OpenOffice.org XML integration for Zope/CMF

Charleroi, Belgium - 27. June 2003 -- Simon Eisenmann, struktur AG mailto:simon@struktur.de
- Overview
- First Question
- Second Question
- Third Question
- The OpenOffice.org document file format
- Core Requirements (these items are absolutely required)
- Core Goals (these items are highly desired)
- Package Format
- Package content streams
- The DTD
- Enhancing the format
- Available XML/XSLT processors from a python view
- The Microsoft Office Problem
- The OpenOffice.org API (UNO)
- The xml.openoffice.org website
- Filters #1
- Filters #2
- sx2ml XSLT
- A simple Zope example
- Current solutions to integrate OpenOffice.org with Zope
- Archetypes
- ZOODocument
- CMFOODocument
- Using OpenOffice.org as content authoring tool
- OpenOffice.org + Zope in the future
- Questions?
Overview
- The OpenOffice.org document file format
- Available XML/XSLT processors from a python view
- The xml.openoffice.org website
- Current solutions to integrate OpenOffice.org with Zope
- OpenOffice.org integration with Zope in the future
-- all stuff mentioned here related to OpenOffice.org applies to StarOffice 6 as well
First Question
How many of you use Microsoft Office?
Second Question
How many of you use OpenOffice.org or StarOffice?
Third Question
How many of you think they would switch from Microsoft Office to OpenOffice.org?
The OpenOffice.org document file format
- All OpenOffice.org applications use same XML-based file format
- All applications (except Math) use the same format as defined in specification
- The Math component uses the openoffice package structure and format, but uses MathML inside the package
Core Requirements (these items are absolutely required)

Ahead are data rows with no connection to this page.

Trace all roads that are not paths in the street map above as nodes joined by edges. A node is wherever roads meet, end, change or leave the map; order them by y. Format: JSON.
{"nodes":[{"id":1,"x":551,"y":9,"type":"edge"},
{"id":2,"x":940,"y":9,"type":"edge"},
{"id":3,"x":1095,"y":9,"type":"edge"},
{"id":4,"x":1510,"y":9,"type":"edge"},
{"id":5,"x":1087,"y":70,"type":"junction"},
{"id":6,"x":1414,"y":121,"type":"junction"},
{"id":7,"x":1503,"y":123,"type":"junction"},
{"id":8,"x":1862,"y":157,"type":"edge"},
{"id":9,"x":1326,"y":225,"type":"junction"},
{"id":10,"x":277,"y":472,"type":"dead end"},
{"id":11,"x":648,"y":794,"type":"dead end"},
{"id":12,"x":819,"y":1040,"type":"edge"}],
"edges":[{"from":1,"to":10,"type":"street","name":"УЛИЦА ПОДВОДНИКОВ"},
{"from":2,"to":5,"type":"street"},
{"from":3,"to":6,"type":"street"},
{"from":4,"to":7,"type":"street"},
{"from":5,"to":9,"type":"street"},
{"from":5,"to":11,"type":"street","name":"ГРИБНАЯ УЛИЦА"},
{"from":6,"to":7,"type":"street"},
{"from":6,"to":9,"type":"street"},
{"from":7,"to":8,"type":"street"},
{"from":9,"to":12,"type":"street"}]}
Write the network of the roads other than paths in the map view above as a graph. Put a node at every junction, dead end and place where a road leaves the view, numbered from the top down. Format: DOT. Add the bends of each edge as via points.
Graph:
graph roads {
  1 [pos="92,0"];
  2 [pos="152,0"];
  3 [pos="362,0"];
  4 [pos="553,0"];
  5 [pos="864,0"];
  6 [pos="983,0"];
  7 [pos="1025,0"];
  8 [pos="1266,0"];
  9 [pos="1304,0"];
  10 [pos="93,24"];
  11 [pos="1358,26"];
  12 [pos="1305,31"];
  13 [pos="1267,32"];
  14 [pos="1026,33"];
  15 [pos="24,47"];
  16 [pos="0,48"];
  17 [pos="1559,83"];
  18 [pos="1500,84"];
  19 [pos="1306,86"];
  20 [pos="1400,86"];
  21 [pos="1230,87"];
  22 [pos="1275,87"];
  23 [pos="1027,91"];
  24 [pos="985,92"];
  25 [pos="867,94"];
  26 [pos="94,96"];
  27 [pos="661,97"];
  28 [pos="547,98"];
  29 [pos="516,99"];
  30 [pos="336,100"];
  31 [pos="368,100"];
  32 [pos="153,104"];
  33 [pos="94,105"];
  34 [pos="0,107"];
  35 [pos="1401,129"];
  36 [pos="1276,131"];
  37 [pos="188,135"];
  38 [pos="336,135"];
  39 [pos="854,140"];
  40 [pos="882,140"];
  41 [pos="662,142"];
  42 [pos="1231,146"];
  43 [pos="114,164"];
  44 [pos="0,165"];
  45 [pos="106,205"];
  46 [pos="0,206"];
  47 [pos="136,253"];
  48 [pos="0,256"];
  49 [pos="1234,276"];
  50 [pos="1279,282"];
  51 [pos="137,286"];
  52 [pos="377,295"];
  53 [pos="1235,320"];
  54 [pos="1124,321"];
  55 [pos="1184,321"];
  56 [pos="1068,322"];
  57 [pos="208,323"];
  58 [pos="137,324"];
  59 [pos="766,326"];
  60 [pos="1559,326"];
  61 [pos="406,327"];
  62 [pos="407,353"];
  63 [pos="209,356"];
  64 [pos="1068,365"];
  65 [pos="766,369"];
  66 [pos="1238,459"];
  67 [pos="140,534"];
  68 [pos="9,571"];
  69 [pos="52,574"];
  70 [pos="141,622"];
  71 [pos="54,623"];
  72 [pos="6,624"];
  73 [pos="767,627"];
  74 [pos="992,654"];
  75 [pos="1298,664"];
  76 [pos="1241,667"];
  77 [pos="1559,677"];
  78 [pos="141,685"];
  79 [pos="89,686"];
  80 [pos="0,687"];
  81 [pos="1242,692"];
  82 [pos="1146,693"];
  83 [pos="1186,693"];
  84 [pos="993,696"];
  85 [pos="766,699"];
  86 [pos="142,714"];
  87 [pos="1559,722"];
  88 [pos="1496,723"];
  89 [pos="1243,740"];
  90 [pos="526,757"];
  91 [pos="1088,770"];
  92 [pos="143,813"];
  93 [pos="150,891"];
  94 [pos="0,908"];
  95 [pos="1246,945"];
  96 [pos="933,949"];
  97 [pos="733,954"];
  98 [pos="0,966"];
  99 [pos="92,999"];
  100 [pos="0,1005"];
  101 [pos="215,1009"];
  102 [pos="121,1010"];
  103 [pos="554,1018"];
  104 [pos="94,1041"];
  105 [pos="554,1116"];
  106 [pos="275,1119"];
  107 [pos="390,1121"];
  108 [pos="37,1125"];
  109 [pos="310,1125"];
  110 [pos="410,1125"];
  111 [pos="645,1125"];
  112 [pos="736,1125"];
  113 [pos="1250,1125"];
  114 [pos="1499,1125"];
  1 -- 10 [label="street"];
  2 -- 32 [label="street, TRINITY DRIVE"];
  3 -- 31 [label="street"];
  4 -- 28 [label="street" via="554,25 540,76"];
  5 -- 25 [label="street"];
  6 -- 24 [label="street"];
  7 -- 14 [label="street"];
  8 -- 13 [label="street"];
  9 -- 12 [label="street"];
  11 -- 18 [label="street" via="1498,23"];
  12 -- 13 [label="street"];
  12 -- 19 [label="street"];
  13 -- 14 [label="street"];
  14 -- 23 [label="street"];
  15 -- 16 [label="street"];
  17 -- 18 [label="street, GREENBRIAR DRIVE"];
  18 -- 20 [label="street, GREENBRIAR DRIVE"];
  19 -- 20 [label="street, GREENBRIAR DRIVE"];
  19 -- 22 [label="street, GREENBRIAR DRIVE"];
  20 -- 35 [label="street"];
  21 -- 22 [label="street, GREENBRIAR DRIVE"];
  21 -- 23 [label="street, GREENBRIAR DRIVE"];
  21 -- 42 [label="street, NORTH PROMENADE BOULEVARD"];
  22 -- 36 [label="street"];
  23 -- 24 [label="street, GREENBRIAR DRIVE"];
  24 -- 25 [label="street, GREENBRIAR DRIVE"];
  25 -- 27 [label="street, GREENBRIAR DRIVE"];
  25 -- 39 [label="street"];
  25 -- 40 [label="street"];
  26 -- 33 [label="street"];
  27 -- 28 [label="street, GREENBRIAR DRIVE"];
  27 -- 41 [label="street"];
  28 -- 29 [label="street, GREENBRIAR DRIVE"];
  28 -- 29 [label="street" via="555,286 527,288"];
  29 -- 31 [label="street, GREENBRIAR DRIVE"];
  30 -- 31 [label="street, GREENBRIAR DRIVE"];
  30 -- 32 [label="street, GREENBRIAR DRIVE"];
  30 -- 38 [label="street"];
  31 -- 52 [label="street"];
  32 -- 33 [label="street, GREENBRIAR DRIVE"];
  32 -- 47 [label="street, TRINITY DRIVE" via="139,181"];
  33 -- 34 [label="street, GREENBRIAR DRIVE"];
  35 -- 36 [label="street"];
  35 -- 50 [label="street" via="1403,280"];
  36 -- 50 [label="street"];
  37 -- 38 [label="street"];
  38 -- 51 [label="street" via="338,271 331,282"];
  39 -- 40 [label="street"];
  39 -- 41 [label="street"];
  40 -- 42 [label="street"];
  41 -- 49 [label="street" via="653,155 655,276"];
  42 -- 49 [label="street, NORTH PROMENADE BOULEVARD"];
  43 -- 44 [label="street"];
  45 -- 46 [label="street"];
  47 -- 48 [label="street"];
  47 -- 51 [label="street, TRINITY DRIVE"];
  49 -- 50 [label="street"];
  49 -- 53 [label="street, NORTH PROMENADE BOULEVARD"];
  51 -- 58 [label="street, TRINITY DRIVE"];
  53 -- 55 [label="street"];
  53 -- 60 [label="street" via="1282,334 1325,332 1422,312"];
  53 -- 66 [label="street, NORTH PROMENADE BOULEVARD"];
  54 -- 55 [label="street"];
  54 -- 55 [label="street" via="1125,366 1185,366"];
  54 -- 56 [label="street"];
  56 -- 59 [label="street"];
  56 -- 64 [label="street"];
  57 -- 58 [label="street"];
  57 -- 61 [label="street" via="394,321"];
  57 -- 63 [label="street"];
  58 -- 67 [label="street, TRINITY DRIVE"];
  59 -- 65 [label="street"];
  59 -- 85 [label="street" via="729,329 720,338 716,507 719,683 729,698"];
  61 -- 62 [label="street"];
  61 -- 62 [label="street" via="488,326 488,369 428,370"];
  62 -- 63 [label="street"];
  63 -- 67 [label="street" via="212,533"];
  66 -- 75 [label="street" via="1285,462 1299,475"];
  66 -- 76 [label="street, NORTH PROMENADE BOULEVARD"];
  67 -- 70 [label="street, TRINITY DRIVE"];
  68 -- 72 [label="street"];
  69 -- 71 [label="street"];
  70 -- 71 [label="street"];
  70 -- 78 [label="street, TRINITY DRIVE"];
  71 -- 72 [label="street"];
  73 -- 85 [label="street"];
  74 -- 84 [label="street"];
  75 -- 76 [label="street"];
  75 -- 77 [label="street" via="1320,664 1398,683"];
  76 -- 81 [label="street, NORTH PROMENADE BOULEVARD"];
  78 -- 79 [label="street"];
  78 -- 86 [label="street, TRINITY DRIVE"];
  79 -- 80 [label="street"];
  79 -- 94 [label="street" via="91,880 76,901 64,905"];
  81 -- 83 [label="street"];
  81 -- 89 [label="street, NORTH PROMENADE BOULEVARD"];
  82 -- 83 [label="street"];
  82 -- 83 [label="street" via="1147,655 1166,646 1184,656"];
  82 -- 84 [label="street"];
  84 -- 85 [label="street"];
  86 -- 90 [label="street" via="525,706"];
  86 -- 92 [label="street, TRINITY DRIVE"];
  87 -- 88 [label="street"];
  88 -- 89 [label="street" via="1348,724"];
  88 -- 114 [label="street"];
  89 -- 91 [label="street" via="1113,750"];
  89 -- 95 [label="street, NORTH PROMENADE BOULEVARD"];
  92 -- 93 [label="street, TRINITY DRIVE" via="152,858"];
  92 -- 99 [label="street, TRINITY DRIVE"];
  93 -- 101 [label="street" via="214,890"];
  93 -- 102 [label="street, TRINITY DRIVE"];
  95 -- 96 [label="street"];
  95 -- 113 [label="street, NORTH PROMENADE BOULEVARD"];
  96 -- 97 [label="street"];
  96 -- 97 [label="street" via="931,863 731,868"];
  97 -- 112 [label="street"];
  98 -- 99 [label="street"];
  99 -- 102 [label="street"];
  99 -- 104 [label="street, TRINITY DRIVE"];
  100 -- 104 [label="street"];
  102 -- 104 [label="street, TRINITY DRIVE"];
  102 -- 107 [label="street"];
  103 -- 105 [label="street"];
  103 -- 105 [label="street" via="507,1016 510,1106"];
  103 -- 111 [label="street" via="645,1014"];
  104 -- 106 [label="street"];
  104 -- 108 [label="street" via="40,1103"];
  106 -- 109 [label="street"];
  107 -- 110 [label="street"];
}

- The file format must be capable of being used as an office program's native file format. The format must be "non-lossy" and must support (at least) the full capability of a StarOffice/OpenOffice document. The format is likely to be used for document interchange but that use alone is not enough.
- Structured content should make use of XML's structuring capabilities and be represented in terms of XML elements and attributes.
- The file format must be fully documented and have no "secret" features.
- OpenOffice must be the reference implementation for this file format.
Core Goals (these items are highly desired)
- The file format should be developed in such a way that it will be accepted by the community and can be placed under community control for future development and format evolution.
- The file formats should be suitable for all office types: text processing, spreadsheet, presentation, drawing, charting, and math.
- The file formats should reuse portions of each other as much as possible (so for example a spreadsheet table definition can work also as a text processing table definition).
Package Format
- Well known ZIP file format
- XML-based manifest (describes package content)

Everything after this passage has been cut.